[Opening Given data section]

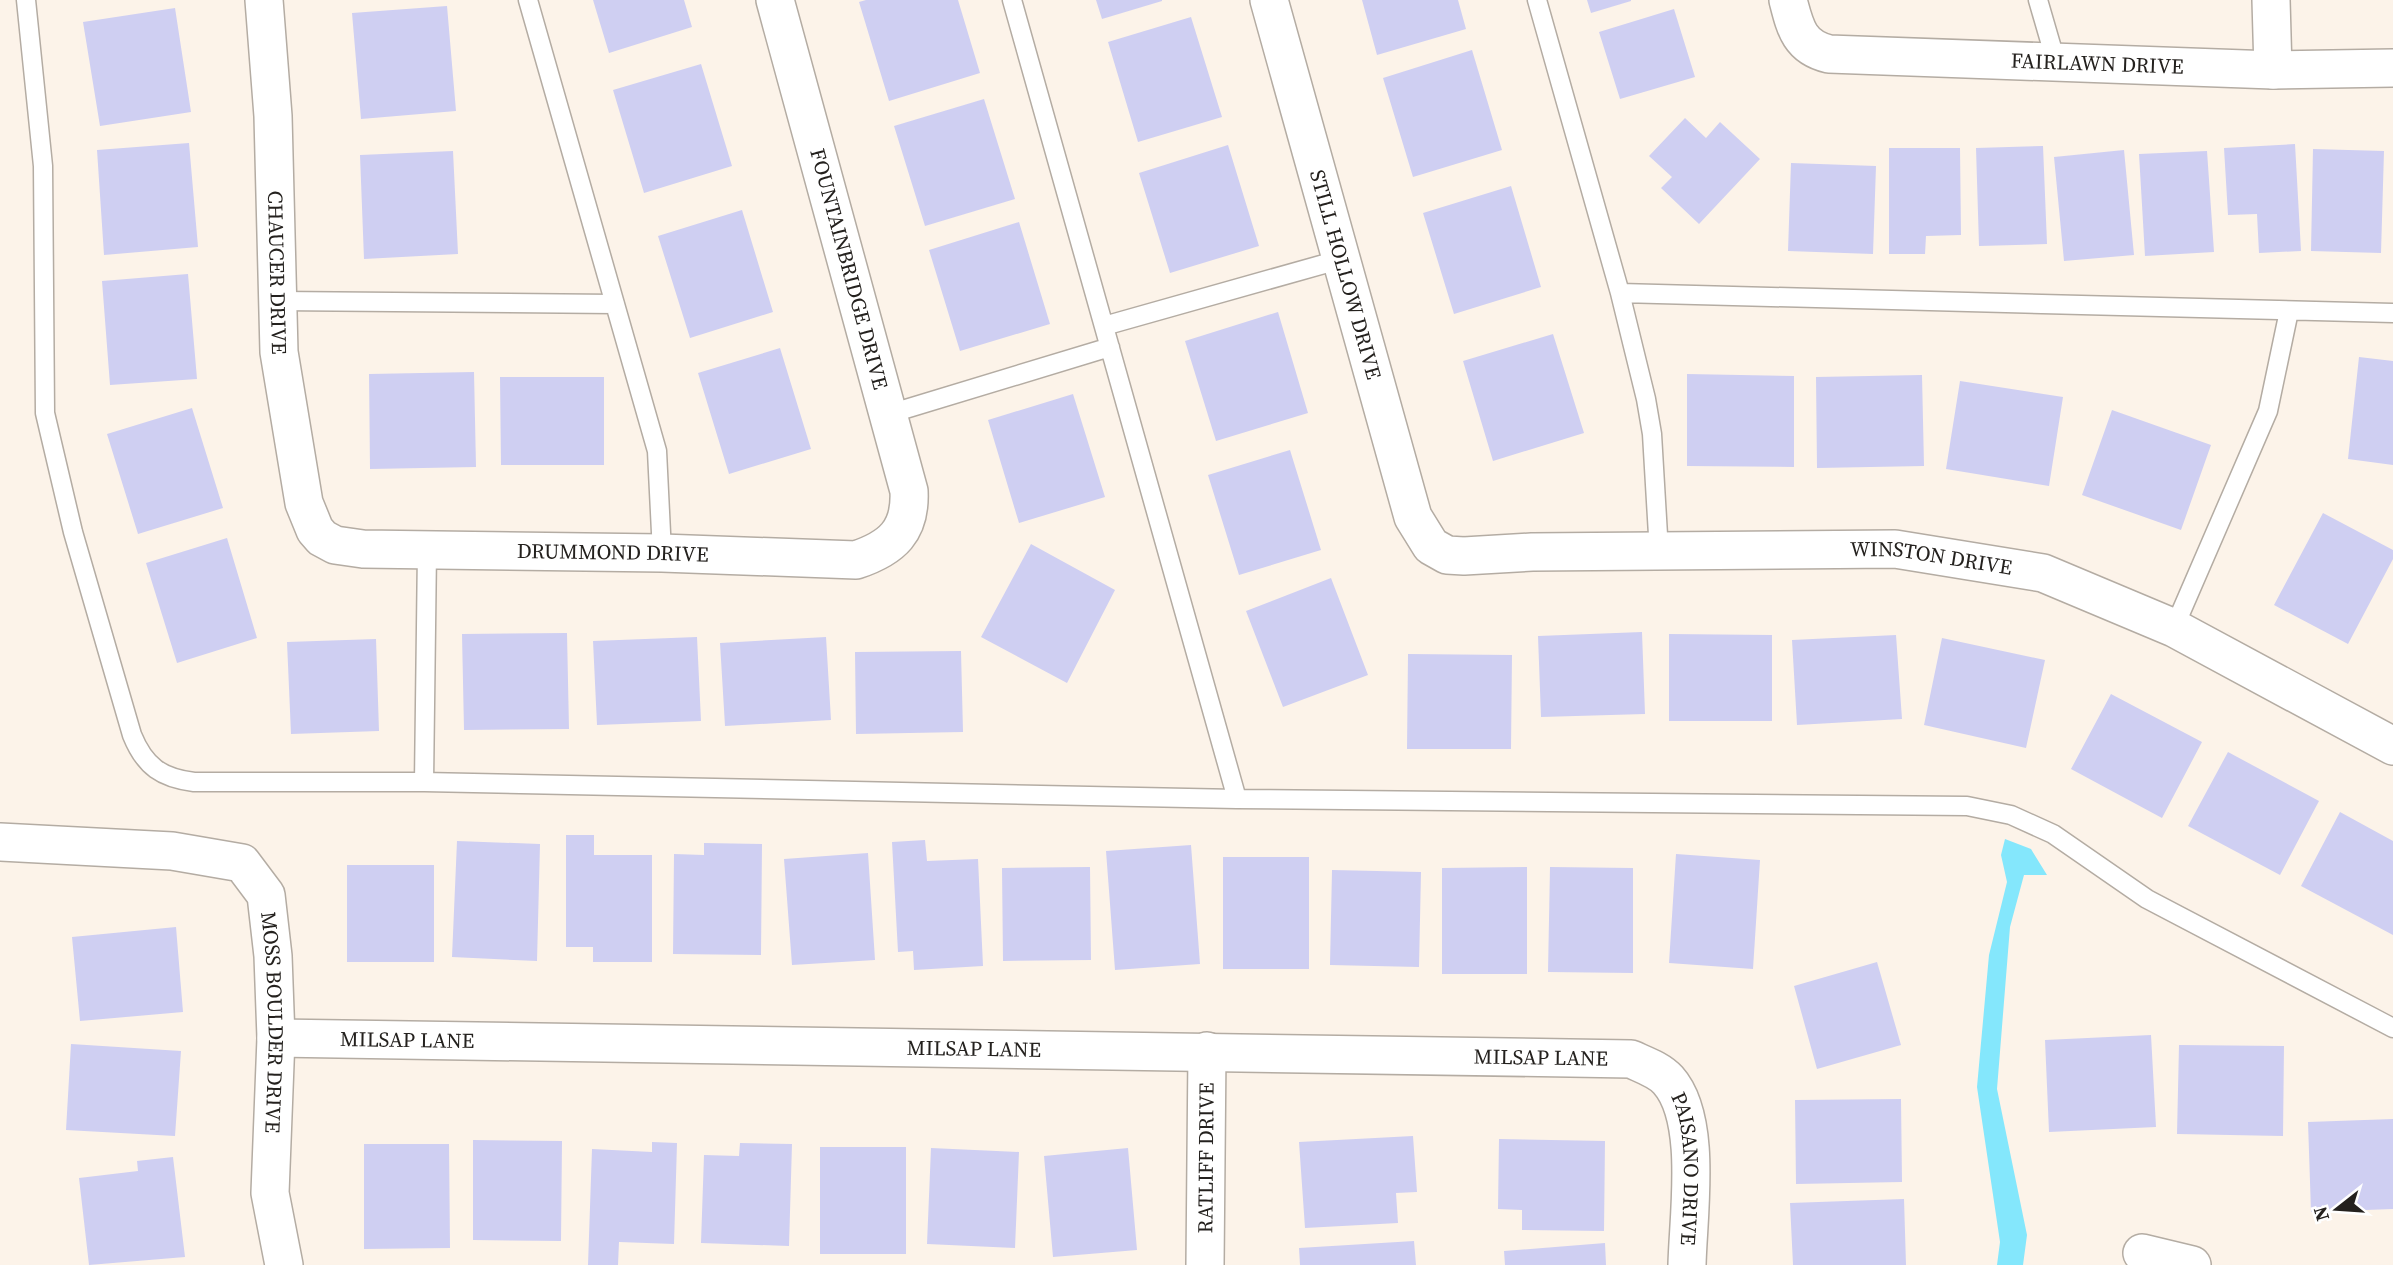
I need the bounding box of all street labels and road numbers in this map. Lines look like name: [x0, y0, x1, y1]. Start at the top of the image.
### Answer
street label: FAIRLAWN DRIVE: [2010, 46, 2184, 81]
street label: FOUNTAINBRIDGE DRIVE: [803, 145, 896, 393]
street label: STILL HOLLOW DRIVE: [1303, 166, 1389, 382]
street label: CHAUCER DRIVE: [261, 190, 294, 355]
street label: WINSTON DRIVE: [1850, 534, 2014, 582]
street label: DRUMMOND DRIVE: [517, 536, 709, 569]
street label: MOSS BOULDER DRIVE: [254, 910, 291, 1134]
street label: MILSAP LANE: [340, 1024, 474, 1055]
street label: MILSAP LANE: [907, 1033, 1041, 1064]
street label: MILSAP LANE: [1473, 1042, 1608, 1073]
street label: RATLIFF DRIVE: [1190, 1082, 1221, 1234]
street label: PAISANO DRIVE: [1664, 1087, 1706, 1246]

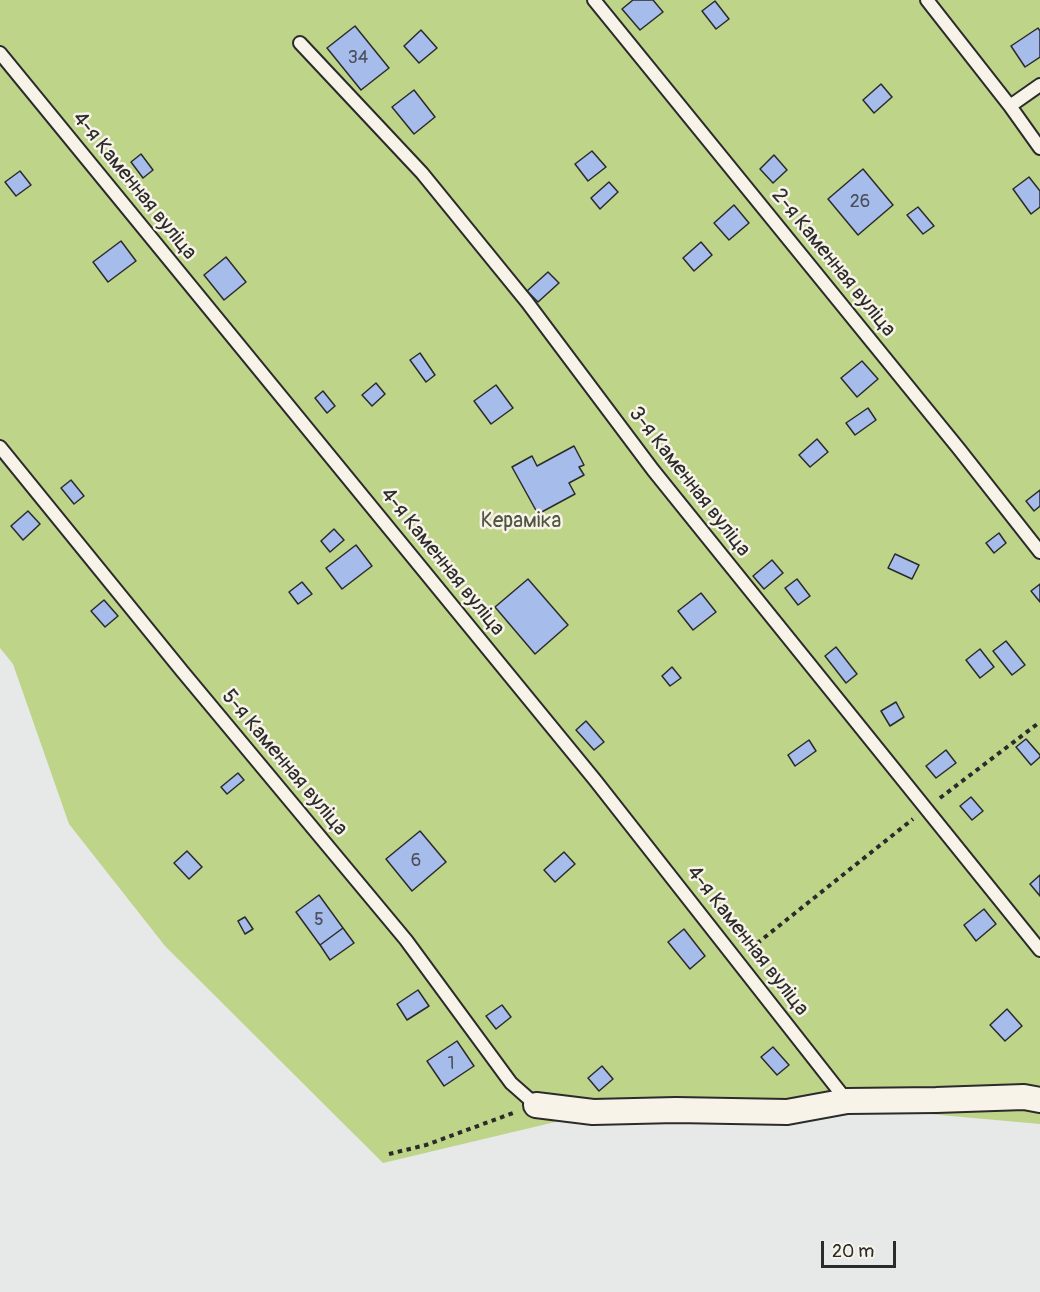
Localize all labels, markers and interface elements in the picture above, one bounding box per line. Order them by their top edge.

[Closing Given data section]

§ Task prompt
List every line above containing the word "labels".

§ Task output
I need the bounding box of all street labels and road numbers in this map. Lines look like name: [x0, y0, x1, y1]. Start at the top of the image.
Localize all labels, markers and interface elements in the picture above, one bounding box per line. Order them by their top edge.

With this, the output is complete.